Last week, Microsoft released a web app for Android and iOS (which can be found here), allowing users to test a limited version of Windows Phone 7 on their devices; It was very intriguing to say the least. This was another part of Microsoft’s recent push to bring users onto their platform, following a free $25 gift card (U.S. only) with the purchase a Windows Phone. But with Android dominating the smartphone space, and Apple holding an 84 percent retention rate, is there any way Microsoft can do what it hopes, and surpass one of them? I think so, and there may be a correlation between this and the browser war.
Since 2006, two players have dominated the browser battle; Internet Explorer and Firefox, Android and iOS in this scenario. Then came Chrome, which has quickly grabbed market share since its launch in 2008, surpassing Firefox in November. Windows Phone has the potential to be Chrome-like player in the near future.
Most people would agree that WP7 is, at the least, aesthetically pleasing, but the interface is so different from what we are used to, many do not know if it is practical. You can have all the integration with Microsoft Office and the Xbox 360 you want, but if the device is too complicated, it will not gain enough traction to be a long-term success. The web app can help alleviate some of these worries.
As an iPhone and Android (I prefer the iPhone), The web application was a pleasant surprise when I heard about it last week. The first thing that caught my eye was the integration. On WP7, contacts social outlets are brought together, seamlessly combining text, Facebook, Twitter, and LinkedIn updates in one place. (A full breakdown of WP7 features can be found on Engadget)
While the interface is elegant, and there are enviable features if you are a smartphone owner on another platform, the main challenge for Microsoft to grow its platform is the lack of similarity. People don’t like change, especially when it comes to their phones. Windows Phone is an immense departure from the squared app and widgets that Android, iPhone, and even Blackberry users are accustomed to. This air of unfamiliarity may change in the near future.
The design inspiration for WP7 comes from Microsoft’s Metro UI, which some of you may remember from Windows Media Center, will be well-known after Windows 8 is released at the end of 2012. You can bet that there will be integration between Windows Phone and Windows 8, and probably with the next iteration of the Xbox. Microsoft is pushing for a Mac/iPhone or Google Products/Android synergy, on a much broader scale. With so many PCs, they may have a chance.

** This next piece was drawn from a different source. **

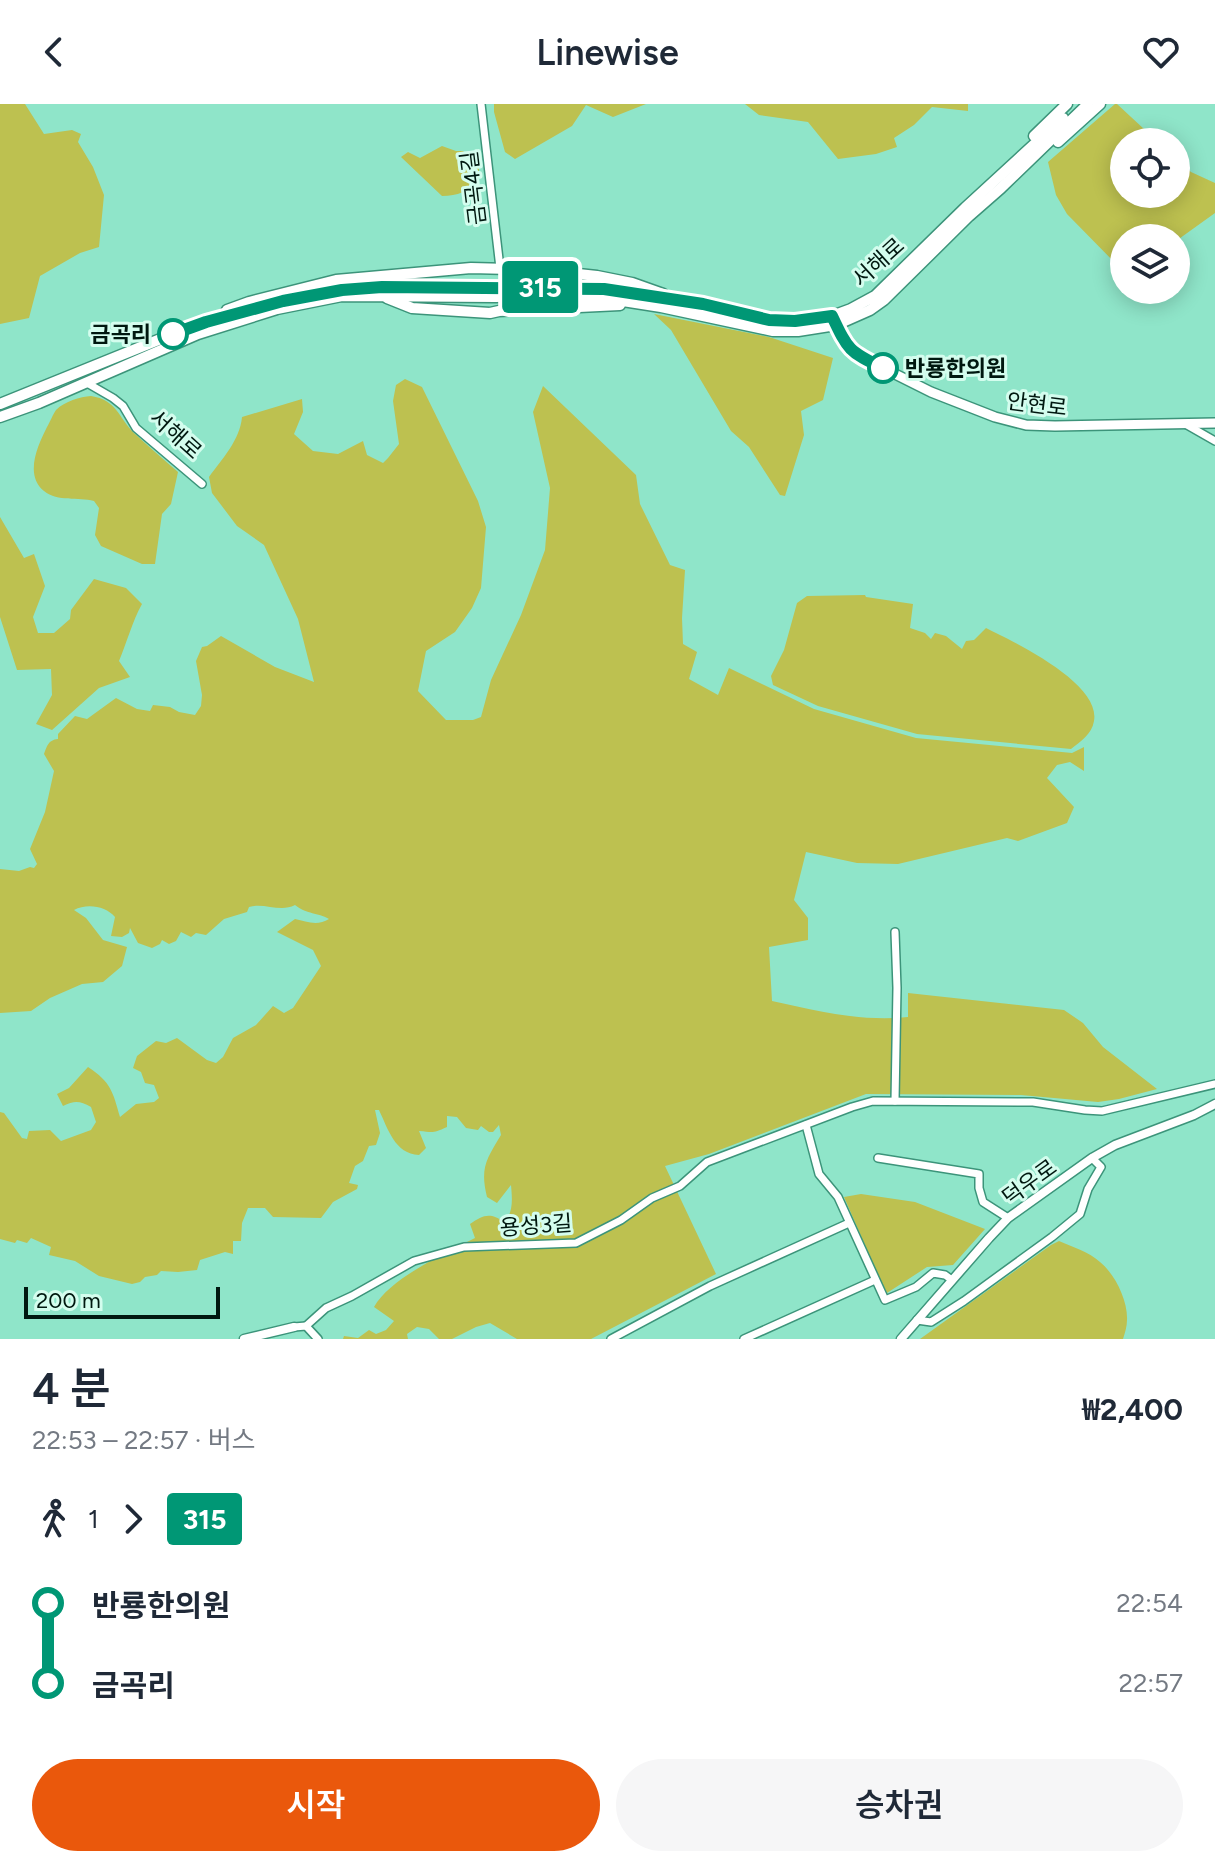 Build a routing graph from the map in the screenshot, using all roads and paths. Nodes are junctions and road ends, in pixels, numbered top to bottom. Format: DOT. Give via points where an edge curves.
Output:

After using a Windows Phone for a few days (HTC Radar 4G), my interest has been piqued. the interface is productive and easy to use once you get the hang of it (much like Android). But as much as I enjoyed my time with the device, I still can’t see myself switching from iOS. With Android, I don’t have as much invested into the OS as I do with the iPhone, which would make a switch from Google to Microsoft a possibility. A count totaled $94 for iOS apps compared to $35 for Android, which is more in line with the free $25 gift card that comes with the WP7 device.
I believe that Windows Phone can be that third player, but I don’t know how they will get there. Will the security risks with Android that will drive users to Windows Phone, or will it be enterprise users? Will Microsoft do what I called for them to do months ago and buy RIM, bringing its market share with them, or will Nokia get them over the hill? It seems the best bet would be to focus on the 60% of cellphone users that don’t own a smartphone.

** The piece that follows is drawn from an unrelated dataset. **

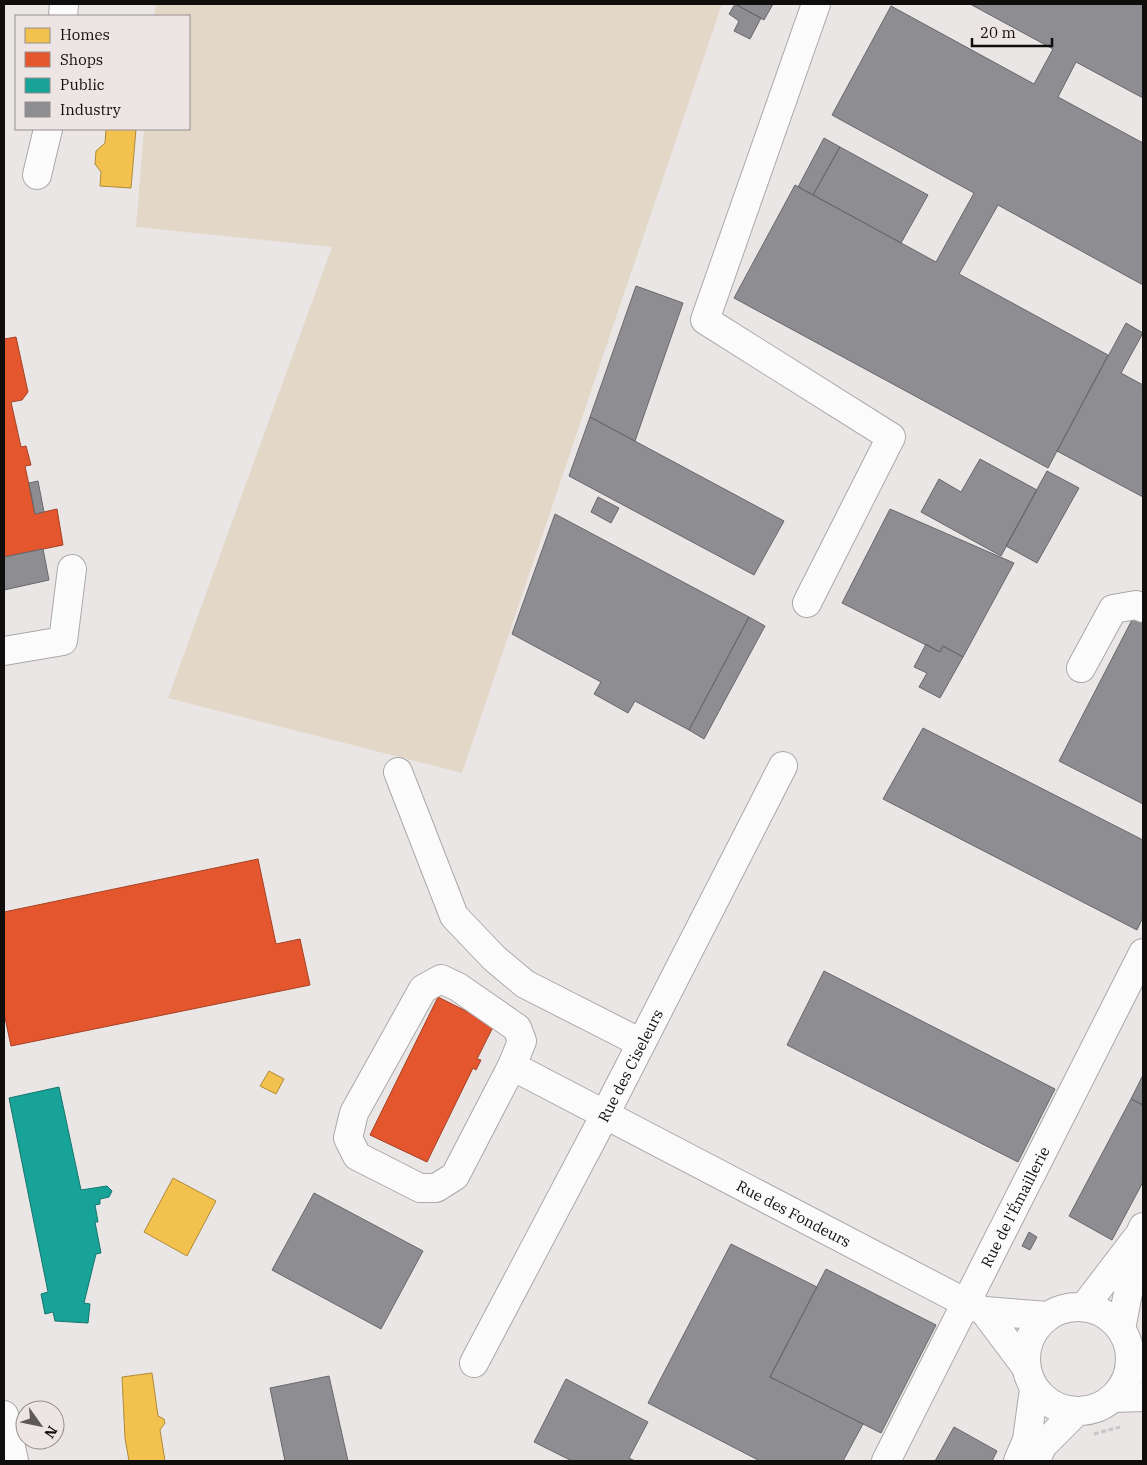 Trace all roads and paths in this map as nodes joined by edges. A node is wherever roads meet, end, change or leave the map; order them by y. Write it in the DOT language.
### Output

As more and more people purchase smartphones over the next few years, Microsoft will be in prime position to take advantage of it. You would be hard pressed to find a Mac owner that doesn’t own a smartphone, which would leave Windows as the OS of choice for dumb phone users. The tiles interface will become familiar, and integration is always a selling point. Microsoft will have it’s chance, but will it take it, or will Google and Apple fend them off? Hopefully, Windows Phone will prevail to rival the dominance that is Android and iOS.